Lasse Reichstein Nielsen wrote:

"Csaba Gabor" <da*****@gmail.com> writes:

[traversal by pointer reversal]

I never saw this before - it's interesting, reminding me of splay trees

- would you be a little more specific, please.

I *wish* I could find a reference for this on the web (or in any of my

books). It was just something my advisor mentioned to me at some point,

as a well known method for traversing trees.

Assume that we have some node structure with the operations of DOM

nodes, but without the HTML structure requirements. Then the following

algorithm will traverse all nodes (sadly not necessarily visiting each

just once):

In fact, it will visit each node (1 + #-of-node's-children) times

.... very nice code details ...

By putting the parent as the last child of its first child, do you

also mean that the parent should disconnect that first child as its

child?

It should, yes.

And where does the action come in?

That is a problem, since some nodes are traversed more than once,

and the algorithm doesn't store information about where it came

from or what nodes are really pointer-reversed parent nodes.

So for the purpose of the OP, it's not very usable. I do think it's

a neat algorithm, though :)

Indeed, if we are not allowed to mark nodes as visited, then it becomes

an interesting problem. What I puzzled out was that to do a DFS, the

action should be taken whenever the original root node is contained in

the right child of the current root (plus at the beginning of the

initial call). To get a pseudo intuitive feeling for this, consider

that the nodes underneath a given top level node (because all nodes

become top level, eventually) are being barrel rotated, so at most one

of these rotations should be used for an action - the first one, which

is when the original root is in its rightmost subtree.

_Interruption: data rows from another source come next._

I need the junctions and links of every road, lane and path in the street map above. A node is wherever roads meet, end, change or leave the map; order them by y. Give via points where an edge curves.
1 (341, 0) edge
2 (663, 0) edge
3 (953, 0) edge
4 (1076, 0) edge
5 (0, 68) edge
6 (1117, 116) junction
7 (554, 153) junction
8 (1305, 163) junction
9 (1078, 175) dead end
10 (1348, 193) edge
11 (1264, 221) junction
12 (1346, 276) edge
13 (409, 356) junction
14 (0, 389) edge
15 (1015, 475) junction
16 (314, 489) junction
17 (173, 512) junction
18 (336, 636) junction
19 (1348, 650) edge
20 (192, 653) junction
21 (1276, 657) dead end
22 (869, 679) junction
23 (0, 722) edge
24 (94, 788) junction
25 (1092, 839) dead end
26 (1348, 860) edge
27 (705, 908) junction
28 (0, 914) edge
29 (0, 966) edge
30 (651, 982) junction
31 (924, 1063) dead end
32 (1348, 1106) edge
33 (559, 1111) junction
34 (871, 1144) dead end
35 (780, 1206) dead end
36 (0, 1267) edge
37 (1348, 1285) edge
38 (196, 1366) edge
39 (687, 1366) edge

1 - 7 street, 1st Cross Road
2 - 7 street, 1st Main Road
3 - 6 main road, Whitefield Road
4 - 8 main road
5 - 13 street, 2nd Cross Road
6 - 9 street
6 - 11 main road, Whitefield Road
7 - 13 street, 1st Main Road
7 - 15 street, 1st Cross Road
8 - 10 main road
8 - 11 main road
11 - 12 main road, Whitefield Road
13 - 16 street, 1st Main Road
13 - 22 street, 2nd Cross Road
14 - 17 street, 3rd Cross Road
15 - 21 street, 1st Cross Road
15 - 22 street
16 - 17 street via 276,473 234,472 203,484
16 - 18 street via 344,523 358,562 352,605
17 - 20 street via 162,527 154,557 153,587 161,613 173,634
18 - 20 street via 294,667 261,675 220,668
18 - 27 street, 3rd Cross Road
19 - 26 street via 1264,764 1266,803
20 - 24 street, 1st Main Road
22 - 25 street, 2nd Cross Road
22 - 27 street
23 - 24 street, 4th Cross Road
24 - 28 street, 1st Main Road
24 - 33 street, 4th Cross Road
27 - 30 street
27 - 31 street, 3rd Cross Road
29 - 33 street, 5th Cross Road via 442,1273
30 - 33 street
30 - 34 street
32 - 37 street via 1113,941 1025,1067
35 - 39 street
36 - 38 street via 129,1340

Hmmm, how to find out whether a given node is in a subtree? Well,

maybe we could just make use of the same algorithm. But is it

reentrant? ... Yes! However, you must walk the entire subtree (even if

you find the answer to be yes right away) otherwise your tree will be

corrupted. So this single requirement imposes a quite a high time

overhead, but if marking is allowed, then there will be exactly n+m

node visits (same as traversal, number of nodes plus number of edges),

since each node is visited once for itself, and its parent receives a

corresponding visit, too.

As an example, I programmed up the non marking variant as traversal and

as a DFS, leveraging off the code you provided. The complete cut and

paste example is below. The central engine is:

function funkyTraverse (elem, action) {

var rootCt = elem.childNodes.length, startNode = elem;

var fakeParent = !elem.parentNode;

if (fakeParent) elem.parentNode = elem; // for .replaceNode on root

for (action.apply(elem); rootCt;

(rootCt-=((elem=elem.parentNode)==startNode))

? action.apply(elem): "")

elem.firstChild.appendChild(

elem.parentNode.replaceChild(

elem.removeChild(elem.firstChild),elem));

if (fakeParent) delete (elem.parentNode);

}

The business with the fakeroot is so that either a subtree or original

tree may be passed in. The one line body of the for does the tree

rotation. Only then elem is the child of the new root, so that is what

the elem=elem.parentNode is for. The way we figure out when we're done

is that on entry, we count the number of children the root has. When

the original root has surfaced that many times, we're done. On the

very last pass, when we get the original tree back, we don't want to

take an action on it (since we've already seen it) - the ? ... : form

is because javascript doesn't want an if within the for (...)

declaration.

I've also added p=parent and fc=first child to the string

representation of a node, because debugging this can be a bear. Make

one teeny tiny little mistake and your tree is blown to pieces - you

will have not the slightest clue about the source of the mistake. Add

reentrancy into the mix and it's a real party.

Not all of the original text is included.